→ What you are asked to do
Scan the entries for the word "other", and copy every line where it appears.

→ Provided records

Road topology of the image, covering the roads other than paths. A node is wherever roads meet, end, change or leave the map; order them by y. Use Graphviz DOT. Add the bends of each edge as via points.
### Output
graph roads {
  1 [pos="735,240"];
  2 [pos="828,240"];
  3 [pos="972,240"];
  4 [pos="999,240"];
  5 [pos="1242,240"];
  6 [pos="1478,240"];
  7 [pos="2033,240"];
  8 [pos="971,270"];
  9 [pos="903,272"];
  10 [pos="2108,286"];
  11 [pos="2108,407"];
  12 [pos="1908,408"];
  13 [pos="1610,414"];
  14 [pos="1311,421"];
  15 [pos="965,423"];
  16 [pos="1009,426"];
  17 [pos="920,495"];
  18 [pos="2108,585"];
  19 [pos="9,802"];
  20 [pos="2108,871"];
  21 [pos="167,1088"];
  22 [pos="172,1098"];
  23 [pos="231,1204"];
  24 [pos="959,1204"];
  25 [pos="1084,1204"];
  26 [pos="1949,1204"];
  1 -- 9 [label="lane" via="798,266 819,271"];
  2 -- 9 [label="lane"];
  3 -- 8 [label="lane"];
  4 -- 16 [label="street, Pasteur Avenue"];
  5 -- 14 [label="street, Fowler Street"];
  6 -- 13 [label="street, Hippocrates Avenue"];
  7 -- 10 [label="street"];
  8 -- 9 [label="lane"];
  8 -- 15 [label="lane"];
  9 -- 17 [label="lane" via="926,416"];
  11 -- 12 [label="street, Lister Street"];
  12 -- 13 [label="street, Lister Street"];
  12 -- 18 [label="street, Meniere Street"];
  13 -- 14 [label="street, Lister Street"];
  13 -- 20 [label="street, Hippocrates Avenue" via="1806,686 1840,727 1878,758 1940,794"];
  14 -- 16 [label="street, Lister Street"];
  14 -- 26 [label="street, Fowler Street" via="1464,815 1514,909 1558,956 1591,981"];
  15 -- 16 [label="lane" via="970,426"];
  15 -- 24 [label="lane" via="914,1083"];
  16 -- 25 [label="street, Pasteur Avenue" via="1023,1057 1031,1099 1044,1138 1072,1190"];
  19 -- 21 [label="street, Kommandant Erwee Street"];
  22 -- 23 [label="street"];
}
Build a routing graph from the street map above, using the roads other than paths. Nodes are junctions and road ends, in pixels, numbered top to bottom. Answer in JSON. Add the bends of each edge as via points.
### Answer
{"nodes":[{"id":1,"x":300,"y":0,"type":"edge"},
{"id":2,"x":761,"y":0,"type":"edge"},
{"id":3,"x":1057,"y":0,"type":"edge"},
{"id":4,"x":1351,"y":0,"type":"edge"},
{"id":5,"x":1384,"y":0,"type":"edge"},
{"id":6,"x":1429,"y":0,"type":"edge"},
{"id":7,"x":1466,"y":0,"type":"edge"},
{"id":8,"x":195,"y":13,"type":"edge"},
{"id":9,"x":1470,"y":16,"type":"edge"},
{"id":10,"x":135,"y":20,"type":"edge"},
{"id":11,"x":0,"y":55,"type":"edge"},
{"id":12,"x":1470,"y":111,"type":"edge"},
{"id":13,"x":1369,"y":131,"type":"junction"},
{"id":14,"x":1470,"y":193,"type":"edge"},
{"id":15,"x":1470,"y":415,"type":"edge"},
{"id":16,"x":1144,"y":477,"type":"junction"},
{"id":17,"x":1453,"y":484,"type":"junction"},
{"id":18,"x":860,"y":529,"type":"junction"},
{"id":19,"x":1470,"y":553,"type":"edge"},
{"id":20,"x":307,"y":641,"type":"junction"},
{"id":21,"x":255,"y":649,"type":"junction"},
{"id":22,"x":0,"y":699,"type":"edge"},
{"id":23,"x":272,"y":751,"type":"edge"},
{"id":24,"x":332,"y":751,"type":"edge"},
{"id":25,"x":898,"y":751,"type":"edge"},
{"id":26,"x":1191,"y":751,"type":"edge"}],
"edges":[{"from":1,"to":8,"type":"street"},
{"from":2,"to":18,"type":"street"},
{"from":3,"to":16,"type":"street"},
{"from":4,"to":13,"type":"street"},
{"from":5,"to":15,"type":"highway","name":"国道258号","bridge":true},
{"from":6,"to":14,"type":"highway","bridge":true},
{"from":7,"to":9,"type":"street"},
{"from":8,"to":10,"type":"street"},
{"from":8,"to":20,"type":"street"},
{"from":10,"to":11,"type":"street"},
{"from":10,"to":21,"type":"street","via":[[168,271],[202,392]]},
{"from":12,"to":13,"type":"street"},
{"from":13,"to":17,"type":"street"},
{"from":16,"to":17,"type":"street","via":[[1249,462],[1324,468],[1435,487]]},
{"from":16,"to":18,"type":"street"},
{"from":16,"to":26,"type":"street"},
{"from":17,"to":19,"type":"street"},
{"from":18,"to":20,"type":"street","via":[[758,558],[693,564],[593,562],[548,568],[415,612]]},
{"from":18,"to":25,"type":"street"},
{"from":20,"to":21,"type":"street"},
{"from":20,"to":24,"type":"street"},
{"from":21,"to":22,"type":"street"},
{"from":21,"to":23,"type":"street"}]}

→ Reply to the exercise
Road topology of the image, covering the roads other than paths. A node is wherever roads meet, end, change or leave the map; order them by y. Use Graphviz DOT. Add the bends of each edge as via points.
Build a routing graph from the street map above, using the roads other than paths. Nodes are junctions and road ends, in pixels, numbered top to bottom. Answer in JSON. Add the bends of each edge as via points.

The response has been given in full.